For each line of the listing, output an exact copy.

## [MATERIALS PROVIDED]
--- START ---
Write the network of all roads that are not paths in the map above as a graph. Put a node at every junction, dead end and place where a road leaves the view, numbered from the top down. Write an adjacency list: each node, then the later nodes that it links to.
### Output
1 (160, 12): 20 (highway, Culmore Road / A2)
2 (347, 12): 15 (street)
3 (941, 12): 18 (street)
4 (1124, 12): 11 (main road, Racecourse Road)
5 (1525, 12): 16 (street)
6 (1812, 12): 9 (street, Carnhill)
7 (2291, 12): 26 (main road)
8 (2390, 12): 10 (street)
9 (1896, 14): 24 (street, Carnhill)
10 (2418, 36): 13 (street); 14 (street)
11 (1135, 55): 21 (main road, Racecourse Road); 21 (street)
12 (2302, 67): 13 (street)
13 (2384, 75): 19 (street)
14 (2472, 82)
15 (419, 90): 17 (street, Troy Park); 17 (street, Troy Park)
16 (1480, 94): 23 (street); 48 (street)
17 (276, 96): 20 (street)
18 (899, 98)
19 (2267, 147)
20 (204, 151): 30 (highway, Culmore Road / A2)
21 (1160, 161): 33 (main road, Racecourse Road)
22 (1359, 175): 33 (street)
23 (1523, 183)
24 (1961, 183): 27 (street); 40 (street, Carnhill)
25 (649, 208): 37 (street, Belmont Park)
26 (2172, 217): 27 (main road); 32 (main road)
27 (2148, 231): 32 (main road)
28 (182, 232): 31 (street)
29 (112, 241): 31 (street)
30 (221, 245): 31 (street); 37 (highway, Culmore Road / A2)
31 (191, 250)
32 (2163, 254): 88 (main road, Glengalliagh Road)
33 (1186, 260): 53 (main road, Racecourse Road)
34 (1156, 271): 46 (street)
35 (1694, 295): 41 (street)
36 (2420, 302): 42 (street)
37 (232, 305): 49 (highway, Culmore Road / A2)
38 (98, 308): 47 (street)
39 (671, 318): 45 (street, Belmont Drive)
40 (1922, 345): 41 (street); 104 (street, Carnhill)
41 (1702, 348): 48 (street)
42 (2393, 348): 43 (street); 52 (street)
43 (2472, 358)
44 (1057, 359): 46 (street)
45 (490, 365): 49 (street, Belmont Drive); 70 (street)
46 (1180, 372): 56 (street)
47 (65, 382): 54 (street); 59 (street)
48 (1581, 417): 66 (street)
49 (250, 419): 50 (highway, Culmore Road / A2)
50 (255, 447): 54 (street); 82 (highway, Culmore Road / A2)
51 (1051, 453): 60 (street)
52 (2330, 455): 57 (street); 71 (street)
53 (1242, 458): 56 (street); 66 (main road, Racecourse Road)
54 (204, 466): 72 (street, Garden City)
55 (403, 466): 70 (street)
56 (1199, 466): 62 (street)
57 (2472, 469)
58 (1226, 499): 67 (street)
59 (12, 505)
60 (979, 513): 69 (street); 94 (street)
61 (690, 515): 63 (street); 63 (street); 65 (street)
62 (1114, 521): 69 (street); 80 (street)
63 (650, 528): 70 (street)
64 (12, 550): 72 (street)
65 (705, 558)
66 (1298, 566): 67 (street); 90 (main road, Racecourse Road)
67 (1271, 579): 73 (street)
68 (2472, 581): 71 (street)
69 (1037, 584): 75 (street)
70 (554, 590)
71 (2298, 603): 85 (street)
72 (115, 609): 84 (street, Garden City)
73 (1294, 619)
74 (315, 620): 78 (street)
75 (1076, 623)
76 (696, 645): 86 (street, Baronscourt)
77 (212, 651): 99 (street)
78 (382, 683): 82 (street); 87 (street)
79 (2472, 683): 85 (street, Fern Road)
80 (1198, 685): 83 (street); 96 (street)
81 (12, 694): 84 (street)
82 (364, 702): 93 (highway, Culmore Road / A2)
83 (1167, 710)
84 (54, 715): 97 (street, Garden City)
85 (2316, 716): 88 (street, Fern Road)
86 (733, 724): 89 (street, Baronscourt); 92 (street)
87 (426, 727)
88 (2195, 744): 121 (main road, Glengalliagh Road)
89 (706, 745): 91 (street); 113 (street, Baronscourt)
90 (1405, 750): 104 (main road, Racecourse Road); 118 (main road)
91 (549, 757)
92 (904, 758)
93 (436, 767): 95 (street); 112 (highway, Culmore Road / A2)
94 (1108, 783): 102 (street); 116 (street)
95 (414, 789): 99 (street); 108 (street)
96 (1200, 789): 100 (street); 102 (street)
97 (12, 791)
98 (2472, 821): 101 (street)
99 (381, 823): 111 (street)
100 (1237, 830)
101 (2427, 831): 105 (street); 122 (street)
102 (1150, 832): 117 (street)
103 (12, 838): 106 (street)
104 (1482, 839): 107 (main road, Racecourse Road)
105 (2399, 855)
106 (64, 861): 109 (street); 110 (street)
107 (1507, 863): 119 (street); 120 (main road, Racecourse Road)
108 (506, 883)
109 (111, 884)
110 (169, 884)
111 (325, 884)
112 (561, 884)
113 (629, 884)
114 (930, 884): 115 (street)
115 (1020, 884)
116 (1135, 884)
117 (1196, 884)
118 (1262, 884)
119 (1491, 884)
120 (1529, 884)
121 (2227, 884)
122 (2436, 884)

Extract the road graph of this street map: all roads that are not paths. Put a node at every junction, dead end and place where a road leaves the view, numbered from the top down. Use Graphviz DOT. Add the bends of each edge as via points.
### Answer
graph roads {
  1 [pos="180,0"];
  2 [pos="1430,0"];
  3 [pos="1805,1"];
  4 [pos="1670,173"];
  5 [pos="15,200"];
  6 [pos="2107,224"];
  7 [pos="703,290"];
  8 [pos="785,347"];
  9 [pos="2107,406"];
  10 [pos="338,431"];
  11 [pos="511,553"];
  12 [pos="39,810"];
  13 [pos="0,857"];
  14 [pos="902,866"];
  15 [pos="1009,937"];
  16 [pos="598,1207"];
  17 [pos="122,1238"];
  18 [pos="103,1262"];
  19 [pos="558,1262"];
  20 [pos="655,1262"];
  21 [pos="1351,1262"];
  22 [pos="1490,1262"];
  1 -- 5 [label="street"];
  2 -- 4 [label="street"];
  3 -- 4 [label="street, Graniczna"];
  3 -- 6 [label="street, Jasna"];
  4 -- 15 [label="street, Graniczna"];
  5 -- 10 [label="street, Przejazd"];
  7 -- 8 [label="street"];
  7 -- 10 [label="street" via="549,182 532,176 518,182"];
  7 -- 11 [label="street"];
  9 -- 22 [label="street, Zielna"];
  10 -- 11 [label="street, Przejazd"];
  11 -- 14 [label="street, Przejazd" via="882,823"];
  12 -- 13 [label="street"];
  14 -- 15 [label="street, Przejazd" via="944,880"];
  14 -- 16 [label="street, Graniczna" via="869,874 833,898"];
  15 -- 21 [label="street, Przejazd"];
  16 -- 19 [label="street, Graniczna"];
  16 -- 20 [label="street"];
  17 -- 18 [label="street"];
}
--- END ---
## [SOLUTION]
Write the network of all roads that are not paths in the map above as a graph. Put a node at every junction, dead end and place where a road leaves the view, numbered from the top down. Write an adjacency list: each node, then the later nodes that it links to.
### Output
1 (160, 12): 20 (highway, Culmore Road / A2)
2 (347, 12): 15 (street)
3 (941, 12): 18 (street)
4 (1124, 12): 11 (main road, Racecourse Road)
5 (1525, 12): 16 (street)
6 (1812, 12): 9 (street, Carnhill)
7 (2291, 12): 26 (main road)
8 (2390, 12): 10 (street)
9 (1896, 14): 24 (street, Carnhill)
10 (2418, 36): 13 (street); 14 (street)
11 (1135, 55): 21 (main road, Racecourse Road); 21 (street)
12 (2302, 67): 13 (street)
13 (2384, 75): 19 (street)
14 (2472, 82)
15 (419, 90): 17 (street, Troy Park); 17 (street, Troy Park)
16 (1480, 94): 23 (street); 48 (street)
17 (276, 96): 20 (street)
18 (899, 98)
19 (2267, 147)
20 (204, 151): 30 (highway, Culmore Road / A2)
21 (1160, 161): 33 (main road, Racecourse Road)
22 (1359, 175): 33 (street)
23 (1523, 183)
24 (1961, 183): 27 (street); 40 (street, Carnhill)
25 (649, 208): 37 (street, Belmont Park)
26 (2172, 217): 27 (main road); 32 (main road)
27 (2148, 231): 32 (main road)
28 (182, 232): 31 (street)
29 (112, 241): 31 (street)
30 (221, 245): 31 (street); 37 (highway, Culmore Road / A2)
31 (191, 250)
32 (2163, 254): 88 (main road, Glengalliagh Road)
33 (1186, 260): 53 (main road, Racecourse Road)
34 (1156, 271): 46 (street)
35 (1694, 295): 41 (street)
36 (2420, 302): 42 (street)
37 (232, 305): 49 (highway, Culmore Road / A2)
38 (98, 308): 47 (street)
39 (671, 318): 45 (street, Belmont Drive)
40 (1922, 345): 41 (street); 104 (street, Carnhill)
41 (1702, 348): 48 (street)
42 (2393, 348): 43 (street); 52 (street)
43 (2472, 358)
44 (1057, 359): 46 (street)
45 (490, 365): 49 (street, Belmont Drive); 70 (street)
46 (1180, 372): 56 (street)
47 (65, 382): 54 (street); 59 (street)
48 (1581, 417): 66 (street)
49 (250, 419): 50 (highway, Culmore Road / A2)
50 (255, 447): 54 (street); 82 (highway, Culmore Road / A2)
51 (1051, 453): 60 (street)
52 (2330, 455): 57 (street); 71 (street)
53 (1242, 458): 56 (street); 66 (main road, Racecourse Road)
54 (204, 466): 72 (street, Garden City)
55 (403, 466): 70 (street)
56 (1199, 466): 62 (street)
57 (2472, 469)
58 (1226, 499): 67 (street)
59 (12, 505)
60 (979, 513): 69 (street); 94 (street)
61 (690, 515): 63 (street); 63 (street); 65 (street)
62 (1114, 521): 69 (street); 80 (street)
63 (650, 528): 70 (street)
64 (12, 550): 72 (street)
65 (705, 558)
66 (1298, 566): 67 (street); 90 (main road, Racecourse Road)
67 (1271, 579): 73 (street)
68 (2472, 581): 71 (street)
69 (1037, 584): 75 (street)
70 (554, 590)
71 (2298, 603): 85 (street)
72 (115, 609): 84 (street, Garden City)
73 (1294, 619)
74 (315, 620): 78 (street)
75 (1076, 623)
76 (696, 645): 86 (street, Baronscourt)
77 (212, 651): 99 (street)
78 (382, 683): 82 (street); 87 (street)
79 (2472, 683): 85 (street, Fern Road)
80 (1198, 685): 83 (street); 96 (street)
81 (12, 694): 84 (street)
82 (364, 702): 93 (highway, Culmore Road / A2)
83 (1167, 710)
84 (54, 715): 97 (street, Garden City)
85 (2316, 716): 88 (street, Fern Road)
86 (733, 724): 89 (street, Baronscourt); 92 (street)
87 (426, 727)
88 (2195, 744): 121 (main road, Glengalliagh Road)
89 (706, 745): 91 (street); 113 (street, Baronscourt)
90 (1405, 750): 104 (main road, Racecourse Road); 118 (main road)
91 (549, 757)
92 (904, 758)
93 (436, 767): 95 (street); 112 (highway, Culmore Road / A2)
94 (1108, 783): 102 (street); 116 (street)
95 (414, 789): 99 (street); 108 (street)
96 (1200, 789): 100 (street); 102 (street)
97 (12, 791)
98 (2472, 821): 101 (street)
99 (381, 823): 111 (street)
100 (1237, 830)
101 (2427, 831): 105 (street); 122 (street)
102 (1150, 832): 117 (street)
103 (12, 838): 106 (street)
104 (1482, 839): 107 (main road, Racecourse Road)
105 (2399, 855)
106 (64, 861): 109 (street); 110 (street)
107 (1507, 863): 119 (street); 120 (main road, Racecourse Road)
108 (506, 883)
109 (111, 884)
110 (169, 884)
111 (325, 884)
112 (561, 884)
113 (629, 884)
114 (930, 884): 115 (street)
115 (1020, 884)
116 (1135, 884)
117 (1196, 884)
118 (1262, 884)
119 (1491, 884)
120 (1529, 884)
121 (2227, 884)
122 (2436, 884)

Extract the road graph of this street map: all roads that are not paths. Put a node at every junction, dead end and place where a road leaves the view, numbered from the top down. Use Graphviz DOT. Add the bends of each edge as via points.
### Answer
graph roads {
  1 [pos="180,0"];
  2 [pos="1430,0"];
  3 [pos="1805,1"];
  4 [pos="1670,173"];
  5 [pos="15,200"];
  6 [pos="2107,224"];
  7 [pos="703,290"];
  8 [pos="785,347"];
  9 [pos="2107,406"];
  10 [pos="338,431"];
  11 [pos="511,553"];
  12 [pos="39,810"];
  13 [pos="0,857"];
  14 [pos="902,866"];
  15 [pos="1009,937"];
  16 [pos="598,1207"];
  17 [pos="122,1238"];
  18 [pos="103,1262"];
  19 [pos="558,1262"];
  20 [pos="655,1262"];
  21 [pos="1351,1262"];
  22 [pos="1490,1262"];
  1 -- 5 [label="street"];
  2 -- 4 [label="street"];
  3 -- 4 [label="street, Graniczna"];
  3 -- 6 [label="street, Jasna"];
  4 -- 15 [label="street, Graniczna"];
  5 -- 10 [label="street, Przejazd"];
  7 -- 8 [label="street"];
  7 -- 10 [label="street" via="549,182 532,176 518,182"];
  7 -- 11 [label="street"];
  9 -- 22 [label="street, Zielna"];
  10 -- 11 [label="street, Przejazd"];
  11 -- 14 [label="street, Przejazd" via="882,823"];
  12 -- 13 [label="street"];
  14 -- 15 [label="street, Przejazd" via="944,880"];
  14 -- 16 [label="street, Graniczna" via="869,874 833,898"];
  15 -- 21 [label="street, Przejazd"];
  16 -- 19 [label="street, Graniczna"];
  16 -- 20 [label="street"];
  17 -- 18 [label="street"];
}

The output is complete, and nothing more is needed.